Multiplicity scaling in ideal and viscous hydrodynamics

Abstract

Using numerical results from ideal and viscous relativistic hydrodynamic simulations with three different equations of state, for Au+Au and Cu+Cu collisions at different centralities and initial energy densities, we explore the dependence of the eccentricity-scaled elliptic flow, v2/epsilon, and the produced entropy fraction, Delta S/S0, on the final charged hadron multiplicity density dNch/dy per unit transverse overlap area S, (1/S)(dNch/dy). The viscous hydrodynamic simulations are performed with two different versions of the Israel-Stewart kinetic evolution equations, and in each case we investigate the dependence of the physical observables on the kinetic relaxation time. We find approximate scaling of v2/epsilon and Delta S/S0 with (1/S)(dNch/dy), with scaling functions that depend on the EOS and, in particular, on the value of the specific shear viscosity eta/s.

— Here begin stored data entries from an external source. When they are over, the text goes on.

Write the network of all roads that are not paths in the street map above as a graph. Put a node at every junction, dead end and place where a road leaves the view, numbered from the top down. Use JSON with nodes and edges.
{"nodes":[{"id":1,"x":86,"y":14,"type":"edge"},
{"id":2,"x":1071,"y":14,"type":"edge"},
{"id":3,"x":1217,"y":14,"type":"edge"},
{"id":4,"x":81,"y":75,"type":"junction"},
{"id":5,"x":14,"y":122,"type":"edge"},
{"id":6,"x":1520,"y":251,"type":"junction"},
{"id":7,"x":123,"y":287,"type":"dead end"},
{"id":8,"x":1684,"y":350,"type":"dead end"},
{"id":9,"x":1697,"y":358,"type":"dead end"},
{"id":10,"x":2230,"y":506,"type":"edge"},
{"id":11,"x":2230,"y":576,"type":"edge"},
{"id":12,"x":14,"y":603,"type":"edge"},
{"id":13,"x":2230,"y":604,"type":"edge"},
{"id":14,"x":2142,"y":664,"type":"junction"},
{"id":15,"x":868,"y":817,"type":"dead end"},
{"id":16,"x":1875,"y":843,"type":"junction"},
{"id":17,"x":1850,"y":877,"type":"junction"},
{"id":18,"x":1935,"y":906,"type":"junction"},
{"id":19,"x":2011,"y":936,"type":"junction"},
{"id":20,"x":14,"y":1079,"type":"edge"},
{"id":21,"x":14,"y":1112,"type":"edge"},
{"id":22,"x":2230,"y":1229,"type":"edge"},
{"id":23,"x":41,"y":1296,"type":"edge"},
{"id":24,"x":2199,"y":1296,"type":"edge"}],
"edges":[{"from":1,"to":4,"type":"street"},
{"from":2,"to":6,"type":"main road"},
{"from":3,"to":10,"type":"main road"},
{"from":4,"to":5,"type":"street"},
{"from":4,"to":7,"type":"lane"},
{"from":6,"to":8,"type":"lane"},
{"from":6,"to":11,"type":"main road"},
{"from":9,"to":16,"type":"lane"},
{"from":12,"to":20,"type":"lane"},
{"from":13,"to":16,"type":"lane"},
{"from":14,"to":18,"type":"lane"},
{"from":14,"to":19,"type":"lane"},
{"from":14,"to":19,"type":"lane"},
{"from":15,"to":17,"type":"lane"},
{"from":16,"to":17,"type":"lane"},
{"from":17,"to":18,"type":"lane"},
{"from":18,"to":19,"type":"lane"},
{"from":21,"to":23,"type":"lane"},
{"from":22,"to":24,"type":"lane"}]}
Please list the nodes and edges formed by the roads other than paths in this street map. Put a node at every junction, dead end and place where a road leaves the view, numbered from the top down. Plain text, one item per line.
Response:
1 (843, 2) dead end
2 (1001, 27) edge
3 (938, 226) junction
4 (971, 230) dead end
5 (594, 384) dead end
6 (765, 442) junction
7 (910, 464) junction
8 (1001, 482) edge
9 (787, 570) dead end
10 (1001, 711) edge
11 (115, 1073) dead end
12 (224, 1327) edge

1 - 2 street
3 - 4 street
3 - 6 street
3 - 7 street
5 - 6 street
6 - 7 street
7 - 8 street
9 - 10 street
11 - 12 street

Small scaling violations are seen even in ideal hydrodynamics, caused by a breaking of the scale invariance of ideal fluid dynamics by the freeze-out condition. Viscous hydrodynamics shows somewhat larger scale-breaking effects that increase with increasing eta/s and decreasing system size and initial energy density. We propose to use precision studies of these scaling violations to help constrain the shear viscosity eta/s of the quark-gluon plasma created in relativistic heavy ion collisions.